Pure Orange Juice Is a Myth

A crystal clear glass of your favorite Florida orange juice with a dash of Vitamin C can truly make you feel like drinking the healthiest treat – from 100% orange juices to freshly squeezed label printed on the pack. As you drink up, you can still even smell that oh-so-fresh citrus scent that perks up your senses, making you feel energized for a day of work. What breakfast is complete without your pure orange juice? See it here how vital orange juices are.

The question now is: Are You Truly Drinking Natural and Pure Orange Juice?

One of the trade secrets of many orange juice manufacturers in keeping their orange juice smelling fresh is also known as a food additive called Ethyl Butyrate. Alissa Hamilton’s book entitled Squeezed: What You Don’t Know About Orange Juice talks about the truth behind what you think is healthy and what the orange juice industry really does to make you think as such. The orange juice has become a quintessential symbol of drinking something pure in a glass and it has become an essential part of a household’s kitchen, where nothing beats the freshness out of a glass of your favorite orange juice label.

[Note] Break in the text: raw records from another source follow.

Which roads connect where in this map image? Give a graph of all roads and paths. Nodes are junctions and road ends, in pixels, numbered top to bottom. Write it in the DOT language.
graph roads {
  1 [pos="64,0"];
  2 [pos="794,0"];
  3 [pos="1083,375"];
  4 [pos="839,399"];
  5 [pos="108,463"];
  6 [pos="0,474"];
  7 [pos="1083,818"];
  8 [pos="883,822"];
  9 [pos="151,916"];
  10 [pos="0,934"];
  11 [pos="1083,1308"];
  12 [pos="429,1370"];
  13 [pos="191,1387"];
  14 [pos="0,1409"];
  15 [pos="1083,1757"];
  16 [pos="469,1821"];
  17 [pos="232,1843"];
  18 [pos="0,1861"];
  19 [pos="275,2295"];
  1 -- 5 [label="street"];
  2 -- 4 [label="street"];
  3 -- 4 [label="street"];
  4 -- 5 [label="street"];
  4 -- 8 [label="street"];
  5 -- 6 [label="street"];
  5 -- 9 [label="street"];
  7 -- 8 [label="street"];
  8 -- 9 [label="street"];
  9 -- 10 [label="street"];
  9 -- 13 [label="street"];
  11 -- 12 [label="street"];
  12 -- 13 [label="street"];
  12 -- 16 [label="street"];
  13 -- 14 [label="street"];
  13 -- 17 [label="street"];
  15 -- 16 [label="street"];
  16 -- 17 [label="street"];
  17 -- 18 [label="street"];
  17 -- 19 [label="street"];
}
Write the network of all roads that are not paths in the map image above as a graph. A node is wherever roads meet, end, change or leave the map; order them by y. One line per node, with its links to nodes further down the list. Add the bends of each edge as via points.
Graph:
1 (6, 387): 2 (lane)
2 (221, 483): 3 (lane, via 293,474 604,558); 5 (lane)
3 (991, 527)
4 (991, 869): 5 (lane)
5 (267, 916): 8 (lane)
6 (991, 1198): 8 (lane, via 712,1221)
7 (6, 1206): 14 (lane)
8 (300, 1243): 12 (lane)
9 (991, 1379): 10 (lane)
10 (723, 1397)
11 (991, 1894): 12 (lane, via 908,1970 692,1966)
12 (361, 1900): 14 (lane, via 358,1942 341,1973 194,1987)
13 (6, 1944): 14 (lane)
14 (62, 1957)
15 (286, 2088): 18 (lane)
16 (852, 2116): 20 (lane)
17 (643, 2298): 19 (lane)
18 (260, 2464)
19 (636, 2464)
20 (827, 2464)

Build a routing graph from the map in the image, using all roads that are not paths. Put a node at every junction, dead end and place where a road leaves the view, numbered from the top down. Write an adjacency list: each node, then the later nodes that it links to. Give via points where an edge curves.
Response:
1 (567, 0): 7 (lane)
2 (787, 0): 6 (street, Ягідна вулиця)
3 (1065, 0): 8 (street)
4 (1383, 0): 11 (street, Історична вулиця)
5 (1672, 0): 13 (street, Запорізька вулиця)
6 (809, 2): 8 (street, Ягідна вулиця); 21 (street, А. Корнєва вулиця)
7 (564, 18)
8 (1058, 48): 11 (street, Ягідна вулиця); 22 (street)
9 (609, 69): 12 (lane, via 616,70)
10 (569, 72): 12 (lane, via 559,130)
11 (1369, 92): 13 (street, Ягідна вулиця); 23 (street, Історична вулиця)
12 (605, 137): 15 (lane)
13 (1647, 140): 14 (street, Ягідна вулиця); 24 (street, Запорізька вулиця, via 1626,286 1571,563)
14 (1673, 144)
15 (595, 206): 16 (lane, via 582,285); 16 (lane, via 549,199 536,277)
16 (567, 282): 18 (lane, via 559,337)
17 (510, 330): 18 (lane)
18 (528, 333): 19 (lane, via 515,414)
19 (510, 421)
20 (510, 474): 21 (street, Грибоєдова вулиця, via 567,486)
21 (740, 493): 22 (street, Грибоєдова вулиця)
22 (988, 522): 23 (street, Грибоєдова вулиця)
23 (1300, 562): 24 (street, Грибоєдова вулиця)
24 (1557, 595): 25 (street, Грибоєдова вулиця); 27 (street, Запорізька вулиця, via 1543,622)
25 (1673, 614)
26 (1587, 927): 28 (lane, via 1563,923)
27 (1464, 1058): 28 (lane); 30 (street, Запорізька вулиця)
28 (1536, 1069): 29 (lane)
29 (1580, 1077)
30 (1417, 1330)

How is Orange Juice Processed?

Orange juice manufacturers store their heated or pasteurized orange juice in aseptic storage tanks to make sure supply goes year-round. When the orange juice is stored, oxygen is stripped off so it will not oxidize the juice in the tanks. When this happens, the flavors in the natural fruit juices also fades away. If a person will try drinking a glass of juice from one of these tanks, it will just taste like sugar water.

To make the juice smell fresh, flavorists are hired to add Ethyl Butyrate, which will give an orange fruit scent to these juices. This is also the same substance used in a bottle of your citrus perfume or cologne. This will fool you into thinking that you’re truly drinking a naturally-squeezed orange fruit. For an added effect, pulps are even added to the highly-concentrated orange juice that is a cocktail of many synthetic food substances.

Normally, these flavor packs that contain high concentrations of Ethyl Butyrate are nothing close to the natural flavor chemicals found in fresh oranges. Ethyl Butyrate has been known as a causative agent that is linked with cases of sinusitis and allergies. If you are having an allergic reaction after drinking an orange juice, you will need to have a healthier option in making sure you get your freshly-squeezed oranges each day. Instead of going for processed and packed orange juices found in your local market, you can try buying oranges and make a juice from your electronic juicer. It may be a tedious job, but at least, you have peace of mind. Oranges, unfortunately, are exposed to high amounts of pesticides ( and this is another story ) and you need to wash your fruits very well before consuming it.

What Orange Juice is Closer to the Real Thing?

This is a tricky question, especially when you don’t see what are inside your orange juice. The Tropicana label used to have this statement ” squeezed from fresh oranges ” discontinued, perhaps due to a misleading message it gave to many discerning consumers. The FDA has regulated the processing of the orange juice since the ‘60s and nothing much has changed. In the end, any orange juice with more than 60 days of shelf-life and availability that reaches a year is heavily processed. Truth is, freshly squeezed orange juice, like the fruit itself, won’t even last for a week. You will always have a choice between what’s pure and what’s not. By knowing this information, you are giving yourself the freedom to make healthier choices.